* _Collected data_
%%

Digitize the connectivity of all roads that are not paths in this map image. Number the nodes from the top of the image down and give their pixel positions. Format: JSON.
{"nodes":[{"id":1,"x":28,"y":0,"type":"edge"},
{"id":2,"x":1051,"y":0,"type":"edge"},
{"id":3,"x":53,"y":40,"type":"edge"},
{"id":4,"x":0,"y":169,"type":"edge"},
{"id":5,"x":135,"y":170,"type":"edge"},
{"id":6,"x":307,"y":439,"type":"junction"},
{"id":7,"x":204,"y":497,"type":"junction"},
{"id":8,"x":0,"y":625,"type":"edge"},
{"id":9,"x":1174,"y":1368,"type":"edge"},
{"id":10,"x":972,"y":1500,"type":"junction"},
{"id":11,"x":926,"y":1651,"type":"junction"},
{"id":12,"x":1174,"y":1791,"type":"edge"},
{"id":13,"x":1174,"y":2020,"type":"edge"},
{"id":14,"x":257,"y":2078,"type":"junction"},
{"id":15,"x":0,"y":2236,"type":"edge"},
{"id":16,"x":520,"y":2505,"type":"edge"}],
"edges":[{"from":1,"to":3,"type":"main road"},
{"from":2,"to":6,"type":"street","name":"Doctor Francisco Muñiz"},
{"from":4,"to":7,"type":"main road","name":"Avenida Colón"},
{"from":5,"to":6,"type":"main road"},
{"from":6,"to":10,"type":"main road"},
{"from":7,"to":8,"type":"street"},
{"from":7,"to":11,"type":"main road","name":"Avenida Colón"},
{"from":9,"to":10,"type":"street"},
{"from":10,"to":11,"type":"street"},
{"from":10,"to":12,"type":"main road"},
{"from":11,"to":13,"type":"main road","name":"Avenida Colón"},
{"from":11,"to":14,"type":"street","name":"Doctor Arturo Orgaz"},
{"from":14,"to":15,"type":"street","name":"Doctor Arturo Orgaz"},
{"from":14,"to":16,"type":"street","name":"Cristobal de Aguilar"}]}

%%

* _EXERCISE DETAILS_
Keeping every line exactly as it is, retype the entries shown above.

* _EXERCISE RESPONSE_
Digitize the connectivity of all roads that are not paths in this map image. Number the nodes from the top of the image down and give their pixel positions. Format: JSON.
{"nodes":[{"id":1,"x":28,"y":0,"type":"edge"},
{"id":2,"x":1051,"y":0,"type":"edge"},
{"id":3,"x":53,"y":40,"type":"edge"},
{"id":4,"x":0,"y":169,"type":"edge"},
{"id":5,"x":135,"y":170,"type":"edge"},
{"id":6,"x":307,"y":439,"type":"junction"},
{"id":7,"x":204,"y":497,"type":"junction"},
{"id":8,"x":0,"y":625,"type":"edge"},
{"id":9,"x":1174,"y":1368,"type":"edge"},
{"id":10,"x":972,"y":1500,"type":"junction"},
{"id":11,"x":926,"y":1651,"type":"junction"},
{"id":12,"x":1174,"y":1791,"type":"edge"},
{"id":13,"x":1174,"y":2020,"type":"edge"},
{"id":14,"x":257,"y":2078,"type":"junction"},
{"id":15,"x":0,"y":2236,"type":"edge"},
{"id":16,"x":520,"y":2505,"type":"edge"}],
"edges":[{"from":1,"to":3,"type":"main road"},
{"from":2,"to":6,"type":"street","name":"Doctor Francisco Muñiz"},
{"from":4,"to":7,"type":"main road","name":"Avenida Colón"},
{"from":5,"to":6,"type":"main road"},
{"from":6,"to":10,"type":"main road"},
{"from":7,"to":8,"type":"street"},
{"from":7,"to":11,"type":"main road","name":"Avenida Colón"},
{"from":9,"to":10,"type":"street"},
{"from":10,"to":11,"type":"street"},
{"from":10,"to":12,"type":"main road"},
{"from":11,"to":13,"type":"main road","name":"Avenida Colón"},
{"from":11,"to":14,"type":"street","name":"Doctor Arturo Orgaz"},
{"from":14,"to":15,"type":"street","name":"Doctor Arturo Orgaz"},
{"from":14,"to":16,"type":"street","name":"Cristobal de Aguilar"}]}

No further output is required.